### RECORDS PROVIDED
↓
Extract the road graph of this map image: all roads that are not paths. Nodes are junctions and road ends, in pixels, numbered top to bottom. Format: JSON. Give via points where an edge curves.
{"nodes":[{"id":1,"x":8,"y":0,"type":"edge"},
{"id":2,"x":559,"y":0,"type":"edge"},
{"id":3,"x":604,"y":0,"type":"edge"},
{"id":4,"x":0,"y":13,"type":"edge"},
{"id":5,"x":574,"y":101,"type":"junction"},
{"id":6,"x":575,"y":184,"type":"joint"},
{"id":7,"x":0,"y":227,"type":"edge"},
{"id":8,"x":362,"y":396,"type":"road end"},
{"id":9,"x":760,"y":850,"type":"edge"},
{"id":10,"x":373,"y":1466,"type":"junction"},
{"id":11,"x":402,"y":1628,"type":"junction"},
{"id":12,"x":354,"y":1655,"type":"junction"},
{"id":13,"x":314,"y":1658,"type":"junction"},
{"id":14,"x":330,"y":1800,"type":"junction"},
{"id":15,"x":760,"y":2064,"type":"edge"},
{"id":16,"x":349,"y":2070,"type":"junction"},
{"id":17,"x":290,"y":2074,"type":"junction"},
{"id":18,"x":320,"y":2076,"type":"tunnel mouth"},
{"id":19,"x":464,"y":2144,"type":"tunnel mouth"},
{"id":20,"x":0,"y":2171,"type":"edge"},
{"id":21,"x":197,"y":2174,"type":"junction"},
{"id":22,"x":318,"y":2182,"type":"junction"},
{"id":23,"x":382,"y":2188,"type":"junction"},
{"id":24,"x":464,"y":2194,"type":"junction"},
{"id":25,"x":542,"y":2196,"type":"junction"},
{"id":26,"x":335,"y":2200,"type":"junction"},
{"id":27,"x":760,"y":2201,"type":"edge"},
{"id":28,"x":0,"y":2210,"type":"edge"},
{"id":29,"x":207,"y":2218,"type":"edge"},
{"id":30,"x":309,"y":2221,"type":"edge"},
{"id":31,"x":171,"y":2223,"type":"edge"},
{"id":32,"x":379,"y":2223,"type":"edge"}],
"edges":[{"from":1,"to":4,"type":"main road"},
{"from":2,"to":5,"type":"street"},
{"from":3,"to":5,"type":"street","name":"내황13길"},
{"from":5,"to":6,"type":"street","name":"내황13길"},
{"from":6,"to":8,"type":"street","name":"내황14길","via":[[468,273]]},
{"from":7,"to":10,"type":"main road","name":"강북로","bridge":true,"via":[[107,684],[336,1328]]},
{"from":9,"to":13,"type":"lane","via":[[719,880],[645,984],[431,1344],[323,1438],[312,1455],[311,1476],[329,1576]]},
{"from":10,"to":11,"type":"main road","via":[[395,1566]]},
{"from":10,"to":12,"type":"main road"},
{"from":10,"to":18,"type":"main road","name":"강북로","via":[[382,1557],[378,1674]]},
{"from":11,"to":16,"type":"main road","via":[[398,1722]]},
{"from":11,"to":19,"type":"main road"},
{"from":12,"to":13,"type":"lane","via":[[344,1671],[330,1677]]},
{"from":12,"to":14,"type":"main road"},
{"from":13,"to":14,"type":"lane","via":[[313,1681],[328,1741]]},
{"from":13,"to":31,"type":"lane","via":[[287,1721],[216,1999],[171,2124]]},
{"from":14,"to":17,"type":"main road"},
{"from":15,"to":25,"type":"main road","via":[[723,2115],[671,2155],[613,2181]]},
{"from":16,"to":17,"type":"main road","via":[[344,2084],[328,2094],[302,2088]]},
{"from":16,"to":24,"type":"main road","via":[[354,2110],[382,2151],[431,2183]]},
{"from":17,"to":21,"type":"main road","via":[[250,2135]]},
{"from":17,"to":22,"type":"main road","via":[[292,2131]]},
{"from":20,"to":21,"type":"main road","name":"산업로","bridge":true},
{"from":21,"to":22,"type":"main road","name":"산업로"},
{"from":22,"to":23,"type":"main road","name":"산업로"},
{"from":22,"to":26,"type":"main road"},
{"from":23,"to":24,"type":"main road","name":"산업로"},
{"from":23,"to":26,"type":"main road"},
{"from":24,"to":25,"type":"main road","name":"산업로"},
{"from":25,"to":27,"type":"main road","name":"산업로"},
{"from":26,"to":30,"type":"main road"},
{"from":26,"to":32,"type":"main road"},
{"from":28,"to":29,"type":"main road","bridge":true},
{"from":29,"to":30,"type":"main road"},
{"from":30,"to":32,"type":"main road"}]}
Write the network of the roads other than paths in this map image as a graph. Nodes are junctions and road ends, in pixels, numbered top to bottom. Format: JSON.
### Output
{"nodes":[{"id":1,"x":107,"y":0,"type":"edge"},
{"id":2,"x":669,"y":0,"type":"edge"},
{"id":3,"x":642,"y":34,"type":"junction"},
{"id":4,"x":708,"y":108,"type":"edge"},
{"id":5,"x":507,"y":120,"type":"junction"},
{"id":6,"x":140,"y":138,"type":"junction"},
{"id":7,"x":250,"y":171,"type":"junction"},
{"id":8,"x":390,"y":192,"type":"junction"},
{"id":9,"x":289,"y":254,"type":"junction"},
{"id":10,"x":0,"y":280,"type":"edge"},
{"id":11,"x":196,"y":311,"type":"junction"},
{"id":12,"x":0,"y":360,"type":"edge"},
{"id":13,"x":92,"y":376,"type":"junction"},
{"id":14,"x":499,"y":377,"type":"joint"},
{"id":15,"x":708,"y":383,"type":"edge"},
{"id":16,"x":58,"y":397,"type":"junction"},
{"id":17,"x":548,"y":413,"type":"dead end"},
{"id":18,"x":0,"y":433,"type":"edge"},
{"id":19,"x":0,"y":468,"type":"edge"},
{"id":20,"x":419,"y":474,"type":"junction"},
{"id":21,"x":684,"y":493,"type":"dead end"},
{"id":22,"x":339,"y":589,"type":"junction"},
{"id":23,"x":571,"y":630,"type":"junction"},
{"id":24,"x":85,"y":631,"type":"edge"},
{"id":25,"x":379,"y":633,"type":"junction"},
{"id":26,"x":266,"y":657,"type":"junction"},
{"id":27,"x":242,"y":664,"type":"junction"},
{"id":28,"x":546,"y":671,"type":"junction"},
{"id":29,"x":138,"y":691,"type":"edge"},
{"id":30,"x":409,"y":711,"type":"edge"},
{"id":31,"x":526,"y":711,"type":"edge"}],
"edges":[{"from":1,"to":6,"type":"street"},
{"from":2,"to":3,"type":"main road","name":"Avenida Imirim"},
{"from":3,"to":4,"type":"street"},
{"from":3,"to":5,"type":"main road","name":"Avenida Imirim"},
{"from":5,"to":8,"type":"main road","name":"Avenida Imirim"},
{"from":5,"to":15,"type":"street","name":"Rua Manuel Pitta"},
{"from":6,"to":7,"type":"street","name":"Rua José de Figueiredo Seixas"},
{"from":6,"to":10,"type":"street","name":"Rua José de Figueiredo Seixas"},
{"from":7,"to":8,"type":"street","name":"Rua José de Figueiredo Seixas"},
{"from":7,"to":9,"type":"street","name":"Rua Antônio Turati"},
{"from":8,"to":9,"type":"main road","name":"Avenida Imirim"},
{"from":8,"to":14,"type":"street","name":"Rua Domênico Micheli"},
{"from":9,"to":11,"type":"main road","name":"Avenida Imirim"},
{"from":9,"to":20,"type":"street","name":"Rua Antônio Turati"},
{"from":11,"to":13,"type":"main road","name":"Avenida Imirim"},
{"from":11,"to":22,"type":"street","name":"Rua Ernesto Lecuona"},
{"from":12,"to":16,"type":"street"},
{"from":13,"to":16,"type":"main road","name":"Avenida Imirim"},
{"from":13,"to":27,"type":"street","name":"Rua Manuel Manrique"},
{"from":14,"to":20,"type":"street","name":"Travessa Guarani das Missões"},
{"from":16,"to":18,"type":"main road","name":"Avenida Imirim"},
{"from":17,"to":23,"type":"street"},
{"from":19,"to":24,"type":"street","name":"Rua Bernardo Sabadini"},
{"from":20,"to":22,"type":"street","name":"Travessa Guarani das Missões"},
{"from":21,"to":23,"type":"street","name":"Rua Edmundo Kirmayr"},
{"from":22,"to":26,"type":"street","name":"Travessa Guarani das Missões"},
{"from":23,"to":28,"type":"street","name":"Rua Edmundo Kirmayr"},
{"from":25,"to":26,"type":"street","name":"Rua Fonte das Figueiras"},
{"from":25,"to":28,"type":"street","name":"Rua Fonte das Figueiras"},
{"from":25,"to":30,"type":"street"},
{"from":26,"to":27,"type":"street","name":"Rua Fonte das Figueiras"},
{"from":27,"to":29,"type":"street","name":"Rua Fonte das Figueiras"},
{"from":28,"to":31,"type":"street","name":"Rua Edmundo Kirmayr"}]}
↑
### EXERCISE OBJECTIVE
Each line of the material that contains "pixels" is to be counted, and only the total stated.

### WRITTEN RESPONSE
2